───── Data under study

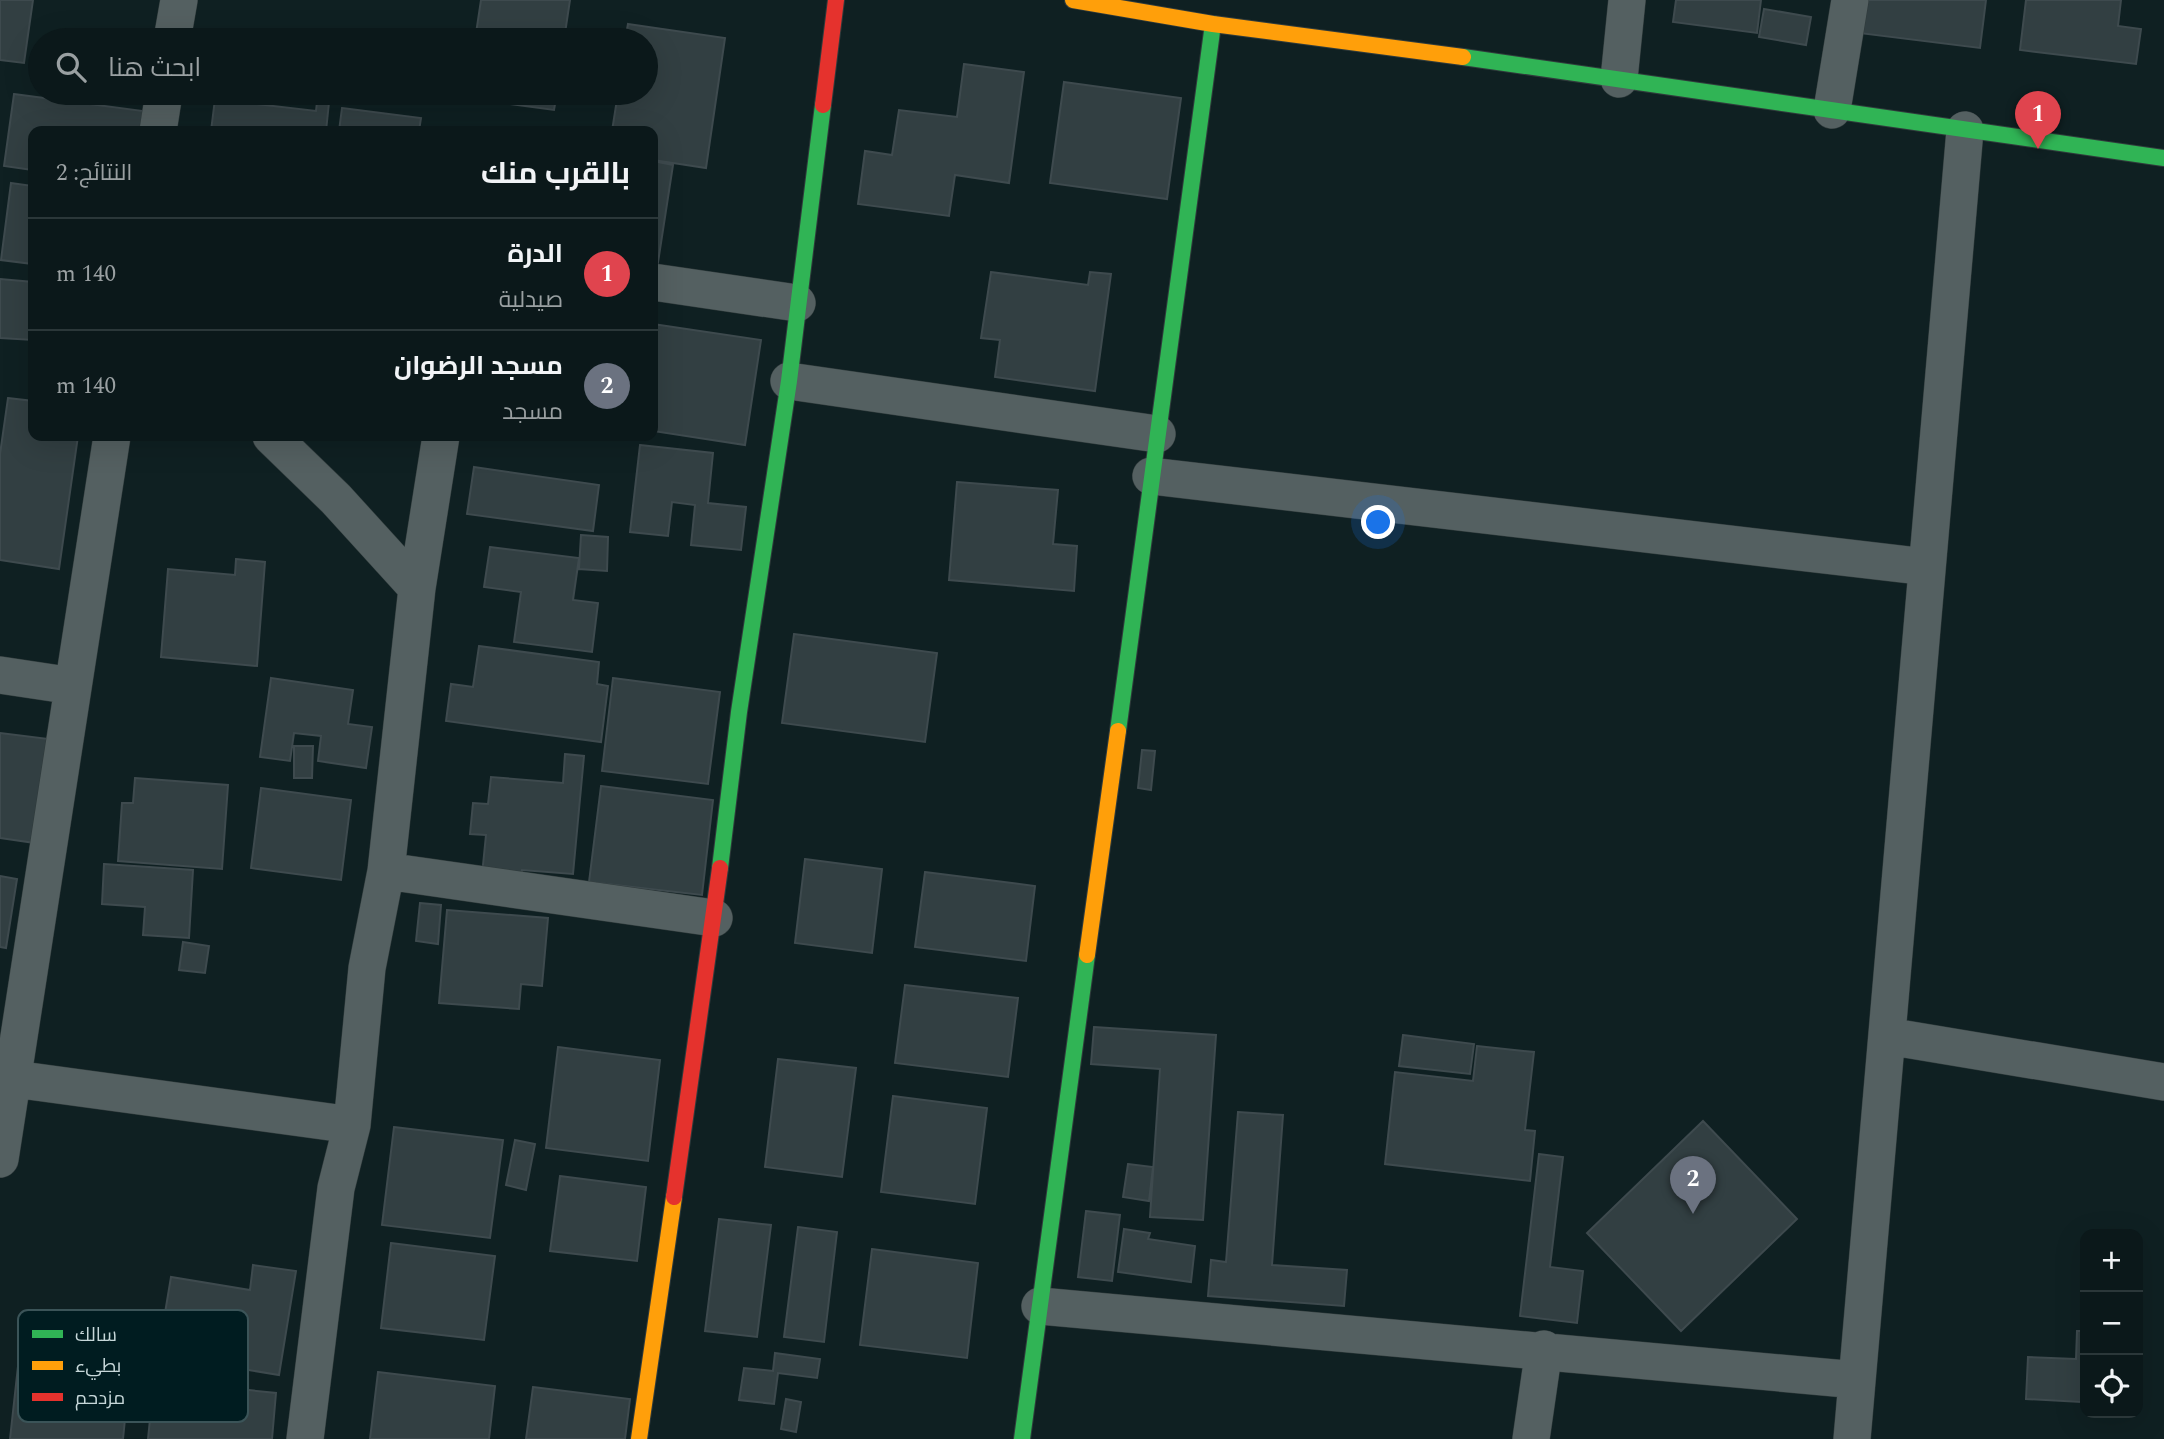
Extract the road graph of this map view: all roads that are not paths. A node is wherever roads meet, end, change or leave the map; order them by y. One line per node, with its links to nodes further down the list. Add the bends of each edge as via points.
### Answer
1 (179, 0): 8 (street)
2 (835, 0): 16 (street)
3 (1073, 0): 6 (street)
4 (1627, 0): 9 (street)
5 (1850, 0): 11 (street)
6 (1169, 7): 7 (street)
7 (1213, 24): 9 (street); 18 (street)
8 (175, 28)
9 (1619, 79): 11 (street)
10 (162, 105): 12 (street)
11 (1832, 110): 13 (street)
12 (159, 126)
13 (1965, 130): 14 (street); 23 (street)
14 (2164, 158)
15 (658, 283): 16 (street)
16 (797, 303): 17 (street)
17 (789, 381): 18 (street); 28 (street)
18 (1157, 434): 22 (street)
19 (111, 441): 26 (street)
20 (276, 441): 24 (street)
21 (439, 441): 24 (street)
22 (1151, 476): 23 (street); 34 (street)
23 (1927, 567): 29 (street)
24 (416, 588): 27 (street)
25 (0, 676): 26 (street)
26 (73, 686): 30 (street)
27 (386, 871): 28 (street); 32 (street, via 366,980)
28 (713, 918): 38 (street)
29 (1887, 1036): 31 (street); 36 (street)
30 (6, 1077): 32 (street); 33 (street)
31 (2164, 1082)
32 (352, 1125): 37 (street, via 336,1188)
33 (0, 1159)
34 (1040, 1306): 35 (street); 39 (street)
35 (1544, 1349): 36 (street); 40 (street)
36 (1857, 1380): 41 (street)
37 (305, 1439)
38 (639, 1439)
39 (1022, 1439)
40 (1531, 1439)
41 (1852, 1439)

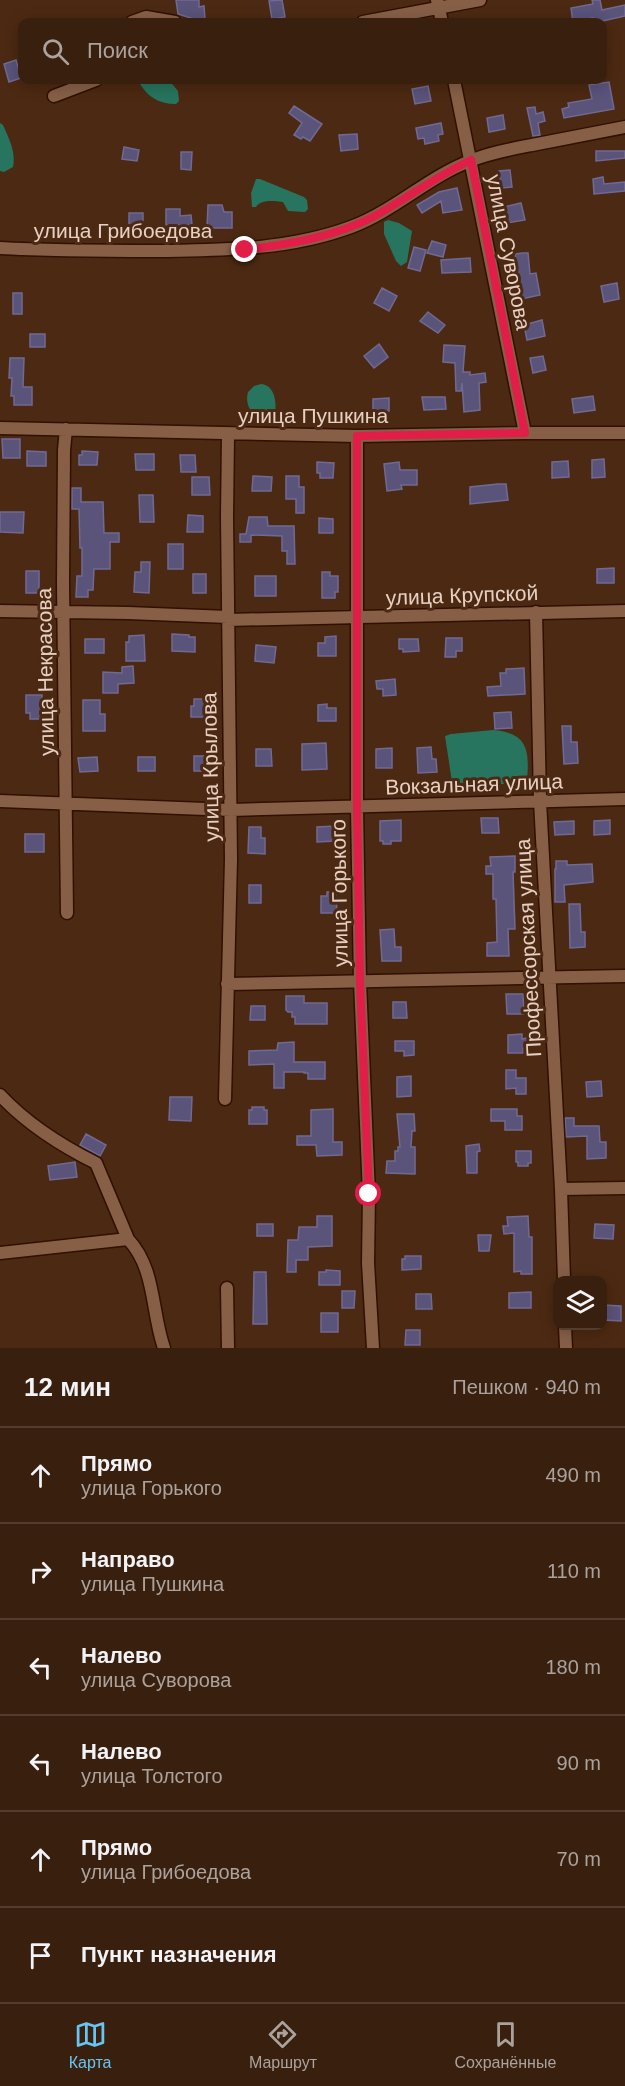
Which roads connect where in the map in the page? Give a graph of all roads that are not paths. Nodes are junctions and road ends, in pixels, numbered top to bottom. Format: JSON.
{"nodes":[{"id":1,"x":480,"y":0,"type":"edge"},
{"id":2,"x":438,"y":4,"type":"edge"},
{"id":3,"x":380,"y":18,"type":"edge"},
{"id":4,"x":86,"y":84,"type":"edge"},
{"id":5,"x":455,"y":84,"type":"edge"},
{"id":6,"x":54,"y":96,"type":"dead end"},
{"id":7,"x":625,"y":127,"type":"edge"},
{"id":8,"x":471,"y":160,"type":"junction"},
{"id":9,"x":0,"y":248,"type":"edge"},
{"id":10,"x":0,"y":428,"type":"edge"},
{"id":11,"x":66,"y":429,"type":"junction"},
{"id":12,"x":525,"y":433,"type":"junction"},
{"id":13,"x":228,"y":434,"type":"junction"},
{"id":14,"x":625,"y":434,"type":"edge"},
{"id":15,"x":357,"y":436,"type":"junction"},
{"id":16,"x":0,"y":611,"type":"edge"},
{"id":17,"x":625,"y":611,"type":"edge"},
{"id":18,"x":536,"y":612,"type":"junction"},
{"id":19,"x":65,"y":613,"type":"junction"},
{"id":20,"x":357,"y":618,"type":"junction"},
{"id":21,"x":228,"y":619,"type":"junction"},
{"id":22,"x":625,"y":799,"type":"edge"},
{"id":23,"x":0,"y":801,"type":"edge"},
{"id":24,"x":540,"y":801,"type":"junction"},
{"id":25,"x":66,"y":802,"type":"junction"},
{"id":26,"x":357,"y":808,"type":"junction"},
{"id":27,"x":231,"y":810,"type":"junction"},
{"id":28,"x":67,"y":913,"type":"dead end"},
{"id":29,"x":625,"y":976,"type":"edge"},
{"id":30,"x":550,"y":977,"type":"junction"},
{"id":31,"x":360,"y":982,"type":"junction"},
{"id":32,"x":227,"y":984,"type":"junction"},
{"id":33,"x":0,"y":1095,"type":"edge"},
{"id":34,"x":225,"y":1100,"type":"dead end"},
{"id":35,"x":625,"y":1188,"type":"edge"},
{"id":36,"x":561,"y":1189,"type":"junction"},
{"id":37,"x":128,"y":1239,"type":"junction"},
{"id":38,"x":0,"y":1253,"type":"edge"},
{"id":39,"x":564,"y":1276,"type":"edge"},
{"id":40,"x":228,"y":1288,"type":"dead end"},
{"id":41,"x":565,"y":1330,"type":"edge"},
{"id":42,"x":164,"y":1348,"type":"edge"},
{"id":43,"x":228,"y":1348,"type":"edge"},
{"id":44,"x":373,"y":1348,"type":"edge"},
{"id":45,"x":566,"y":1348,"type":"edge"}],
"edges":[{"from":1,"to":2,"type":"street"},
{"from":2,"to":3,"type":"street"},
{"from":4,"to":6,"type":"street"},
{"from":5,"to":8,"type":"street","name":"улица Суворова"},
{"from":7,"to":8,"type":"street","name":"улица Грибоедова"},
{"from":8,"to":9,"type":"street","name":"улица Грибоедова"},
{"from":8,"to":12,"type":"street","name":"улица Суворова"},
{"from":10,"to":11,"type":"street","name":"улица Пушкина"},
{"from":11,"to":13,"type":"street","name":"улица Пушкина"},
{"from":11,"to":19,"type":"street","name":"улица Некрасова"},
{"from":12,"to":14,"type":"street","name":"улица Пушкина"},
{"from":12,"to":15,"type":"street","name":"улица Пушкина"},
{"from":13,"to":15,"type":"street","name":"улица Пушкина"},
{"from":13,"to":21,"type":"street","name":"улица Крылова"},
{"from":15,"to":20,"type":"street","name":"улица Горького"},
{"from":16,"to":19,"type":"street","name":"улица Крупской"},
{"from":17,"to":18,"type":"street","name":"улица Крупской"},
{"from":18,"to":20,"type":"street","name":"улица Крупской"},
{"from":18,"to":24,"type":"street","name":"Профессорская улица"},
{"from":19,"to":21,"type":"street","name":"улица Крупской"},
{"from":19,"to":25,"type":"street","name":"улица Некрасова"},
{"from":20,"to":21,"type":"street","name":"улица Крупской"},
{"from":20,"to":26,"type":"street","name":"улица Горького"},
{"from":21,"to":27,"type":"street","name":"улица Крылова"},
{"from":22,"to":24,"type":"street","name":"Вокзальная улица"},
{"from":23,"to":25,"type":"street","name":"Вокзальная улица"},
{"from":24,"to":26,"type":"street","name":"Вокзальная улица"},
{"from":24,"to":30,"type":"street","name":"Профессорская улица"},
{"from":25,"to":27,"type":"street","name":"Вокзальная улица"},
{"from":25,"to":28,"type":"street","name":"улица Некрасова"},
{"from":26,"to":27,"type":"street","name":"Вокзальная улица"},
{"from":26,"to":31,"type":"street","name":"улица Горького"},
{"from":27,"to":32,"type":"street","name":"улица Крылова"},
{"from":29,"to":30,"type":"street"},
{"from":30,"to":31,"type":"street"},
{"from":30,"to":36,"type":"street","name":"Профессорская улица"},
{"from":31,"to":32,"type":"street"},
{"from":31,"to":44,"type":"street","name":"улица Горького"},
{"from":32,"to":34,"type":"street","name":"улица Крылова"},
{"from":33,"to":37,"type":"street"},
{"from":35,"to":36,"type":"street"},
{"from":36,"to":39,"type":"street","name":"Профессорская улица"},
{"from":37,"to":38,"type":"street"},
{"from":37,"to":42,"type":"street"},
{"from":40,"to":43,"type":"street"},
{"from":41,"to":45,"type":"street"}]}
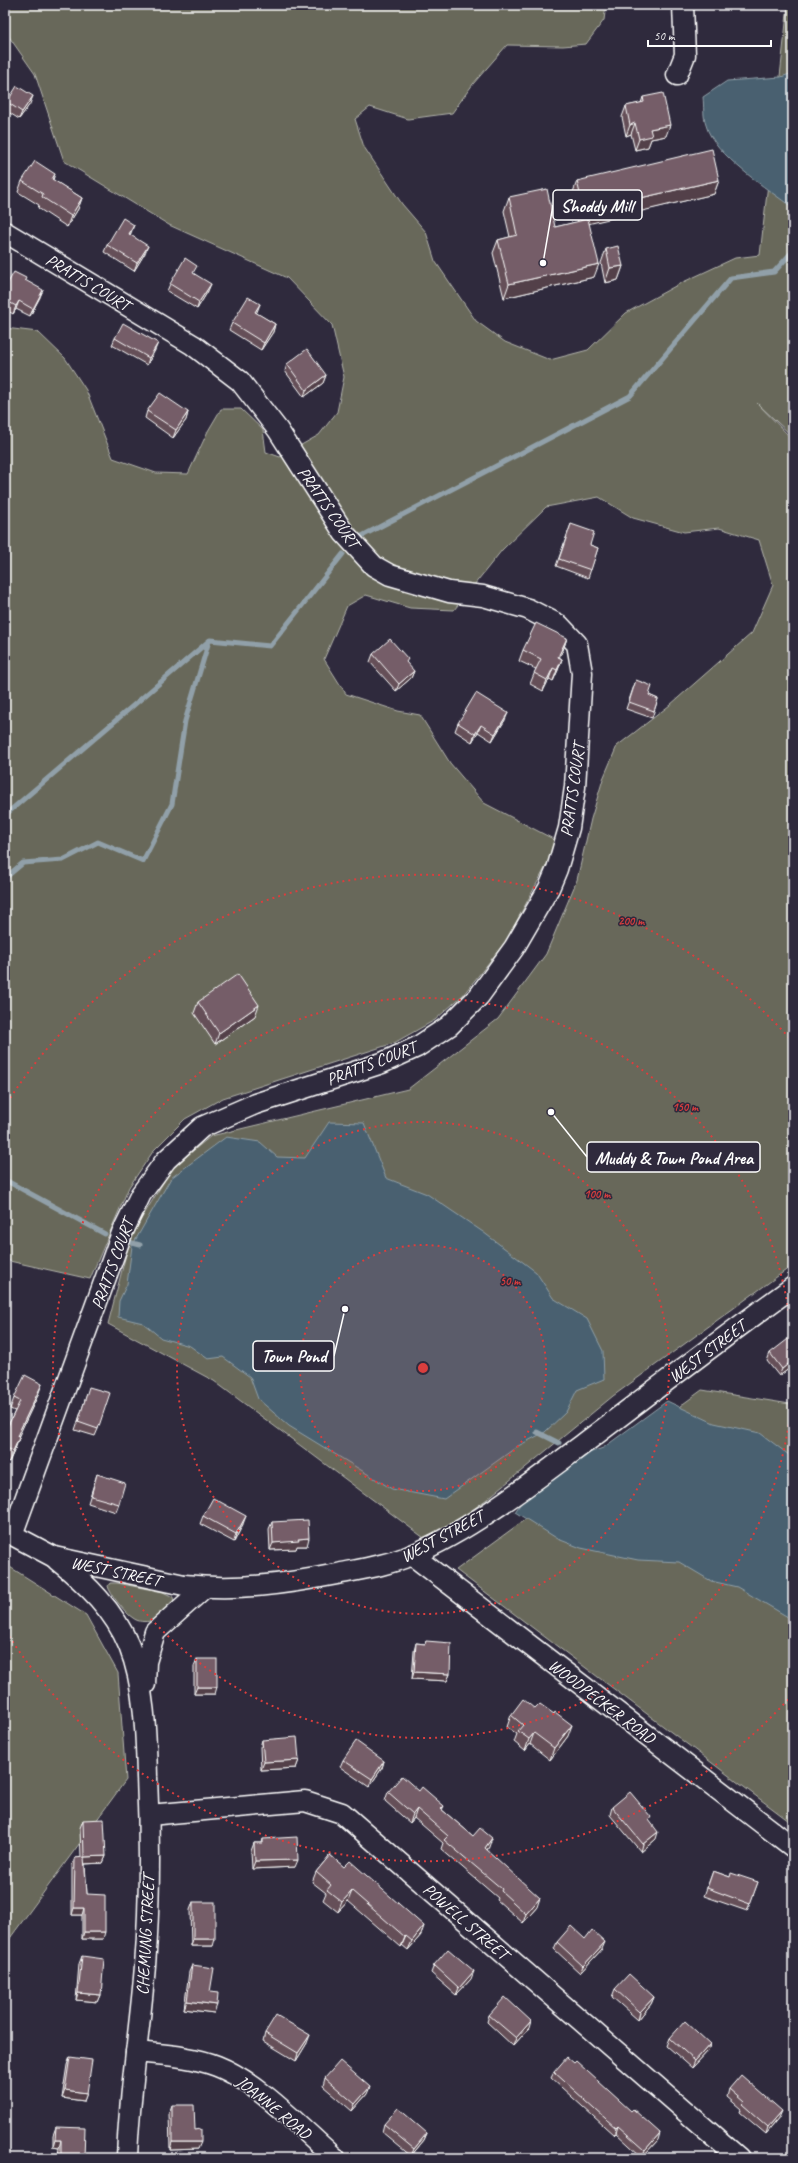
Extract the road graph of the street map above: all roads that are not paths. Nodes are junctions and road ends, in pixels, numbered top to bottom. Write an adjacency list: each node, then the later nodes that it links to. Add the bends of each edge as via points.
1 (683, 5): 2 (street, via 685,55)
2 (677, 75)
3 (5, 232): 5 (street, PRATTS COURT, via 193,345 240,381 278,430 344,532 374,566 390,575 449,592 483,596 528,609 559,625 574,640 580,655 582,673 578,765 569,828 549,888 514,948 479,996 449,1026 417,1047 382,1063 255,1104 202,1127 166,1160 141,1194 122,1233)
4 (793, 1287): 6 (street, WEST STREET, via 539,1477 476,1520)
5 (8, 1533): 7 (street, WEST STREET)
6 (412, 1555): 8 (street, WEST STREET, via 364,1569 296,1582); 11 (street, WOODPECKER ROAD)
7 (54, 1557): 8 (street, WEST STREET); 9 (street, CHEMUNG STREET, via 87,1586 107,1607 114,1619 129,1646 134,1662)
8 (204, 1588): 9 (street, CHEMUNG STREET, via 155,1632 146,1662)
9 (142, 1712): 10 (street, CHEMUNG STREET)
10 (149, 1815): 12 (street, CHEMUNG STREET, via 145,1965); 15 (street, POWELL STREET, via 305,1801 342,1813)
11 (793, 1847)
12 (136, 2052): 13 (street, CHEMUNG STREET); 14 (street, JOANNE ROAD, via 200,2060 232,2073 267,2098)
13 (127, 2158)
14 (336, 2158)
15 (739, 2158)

──────────

### Exercise objective
Check each line of the material for the word "dead". Copy the ones that have it.

### Solution for this exercise
{"id":6,"x":54,"y":96,"type":"dead end"},
{"id":28,"x":67,"y":913,"type":"dead end"},
{"id":34,"x":225,"y":1100,"type":"dead end"},
{"id":40,"x":228,"y":1288,"type":"dead end"},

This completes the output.